In some instances, the bottomhole pumping pressures used may be two to three times the overburden pressure of the formation. In shale gas formations, typical bottomhole pressures would be at some level above the in situ fracturing stress. Additionally, in coal formations or other thin-bedded formation, each seam or zone usually is stimulated separately (e.g., with coiled tubing with a straddle cup packer assembly) from other seams or zones in the formation. Oftentimes, a coal formation may include up to 30 or more seams. Similarly formations with horizontal or deviated well bores through them may be stimulated at specific intervals to enhance gas production along the length of the well bore in contact with the formations. Additionally, these stimulation techniques pressurize and then depressurize the rock in the formation. Upon depressurization, shattering of the rock occurs, which is thought to enhance the desorption of the gas from the matrix. This may enhance diffusivity in addition to permeability.
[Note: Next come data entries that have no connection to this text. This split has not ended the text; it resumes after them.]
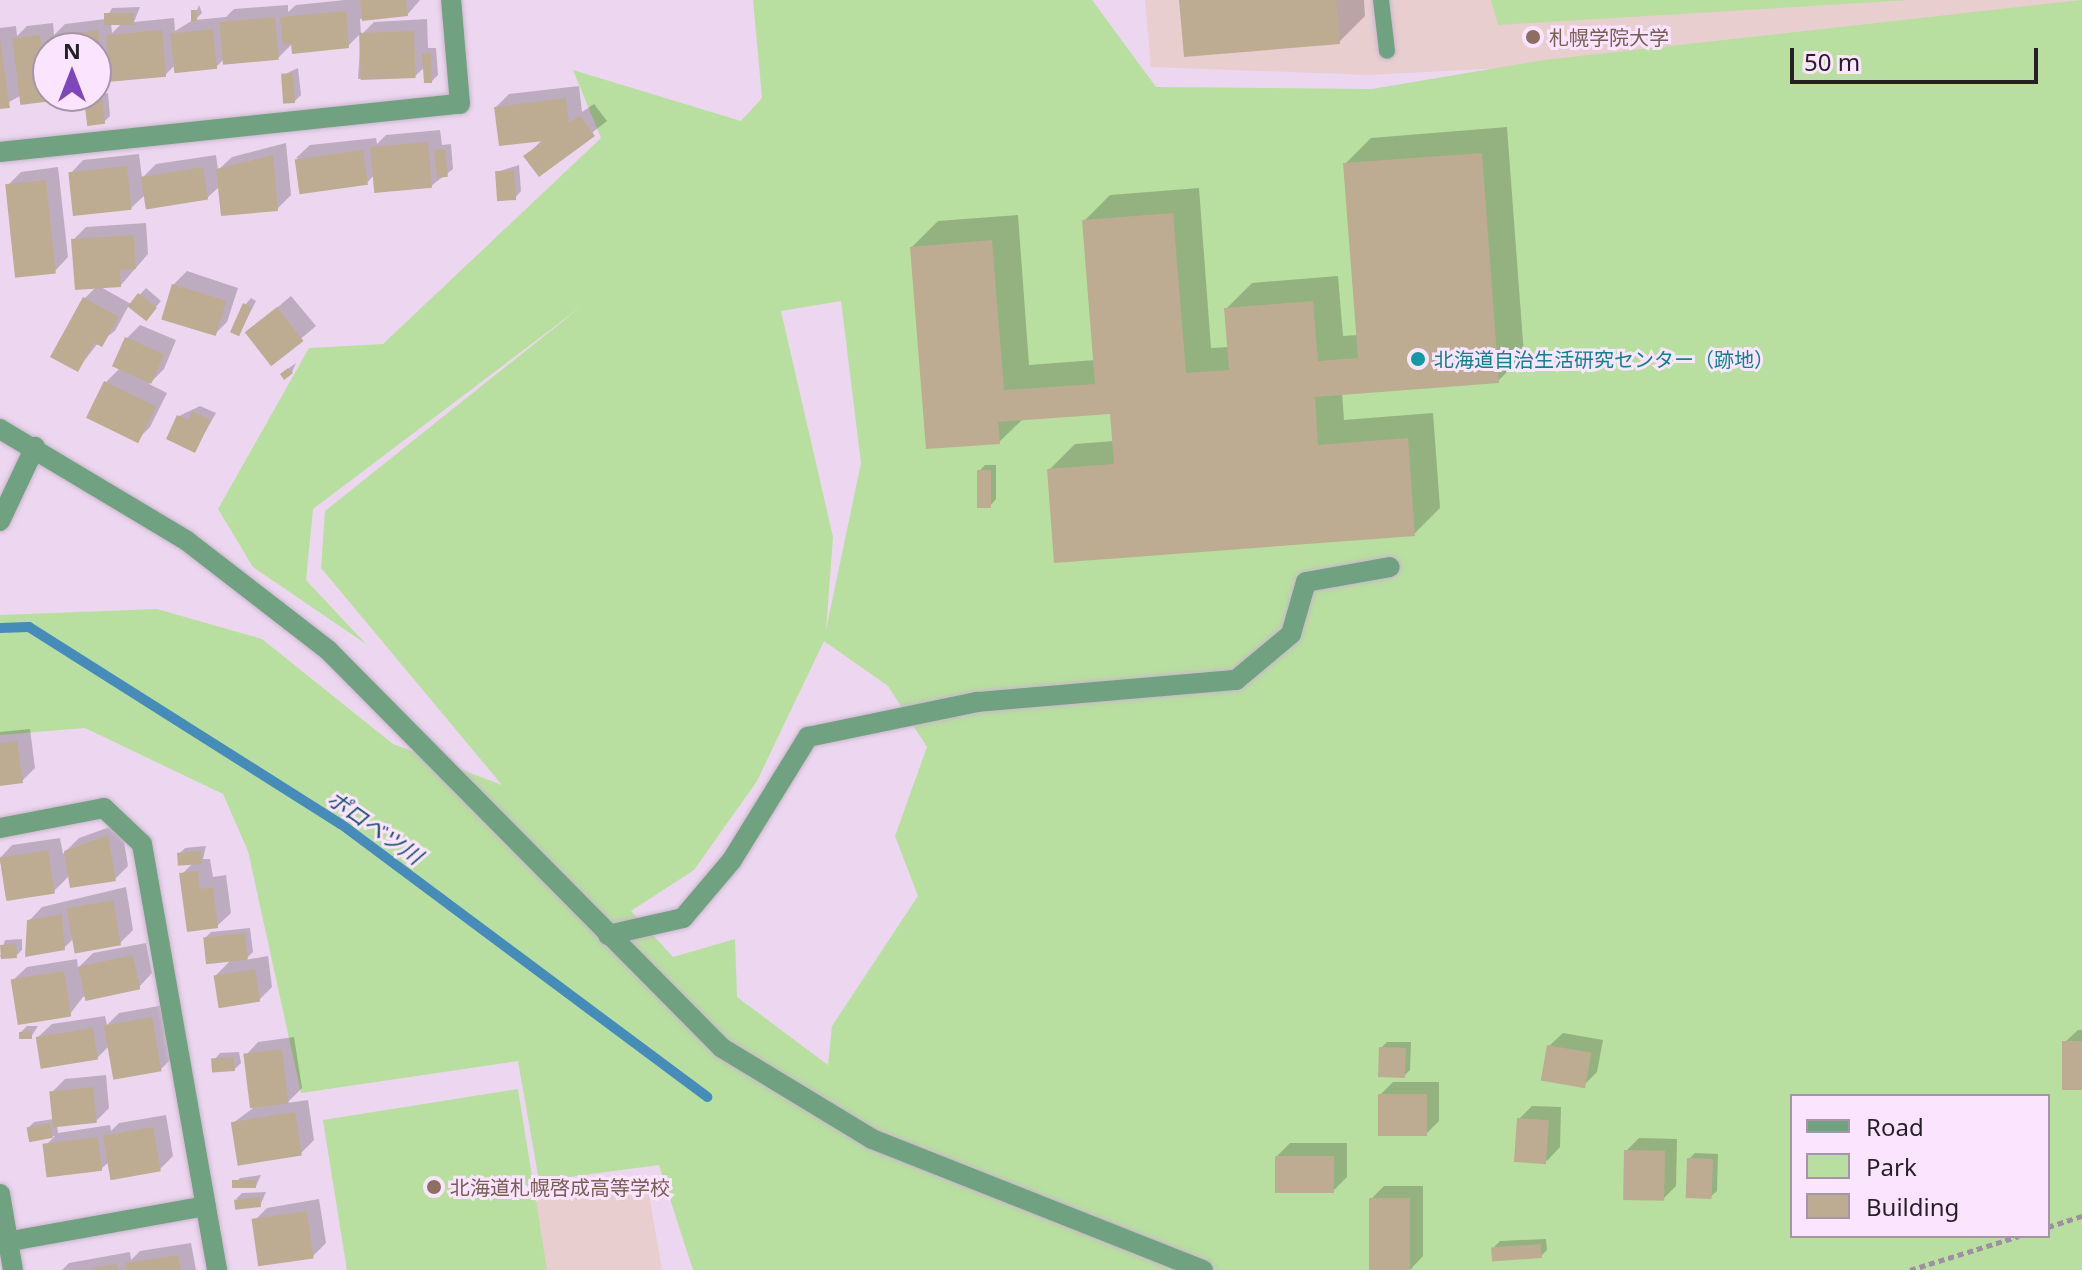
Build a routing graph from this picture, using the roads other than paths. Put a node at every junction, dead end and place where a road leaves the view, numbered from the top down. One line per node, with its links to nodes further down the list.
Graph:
1 (451, 0): 4 (street)
2 (1381, 0): 3 (lane)
3 (1387, 51)
4 (0, 152)
5 (0, 429): 6 (street)
6 (35, 447): 7 (street); 10 (street)
7 (0, 521)
8 (1390, 567): 10 (street)
9 (0, 828): 12 (street)
10 (608, 935): 16 (street)
11 (0, 1194): 13 (street)
12 (206, 1206): 13 (street); 15 (street)
13 (4, 1242): 14 (street)
14 (13, 1270)
15 (217, 1270)
16 (1203, 1270)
Hydraulic fracturing of liquid sensitive formations without proppant relies on the rock to “self-prop” (meaning that the surface roughness of each rock face is such that when the fracture closes there is sufficient roughness to allow some conductivity in the fracture face, i.e., the rocks do not go back to a zero tolerance plane) or have enhanced permeability by having the cleats and fracture faces misaligned after the fracture closes. If the rock is soft, these sorts of pathways may not stay open to a sufficient degree. This may be because the fracture faces are not well misaligned, or the fracture face may plug with fines. Additionally, fines may be produced by the fracturing process and any subsequent in situ stress-induced fines generation (e.g., spalling), which can plug any pathways that might otherwise aid production. As a result of, inter alia, this fines migration and rock slippage, the productivity of the hydraulically fractured zone may be reduced significantly.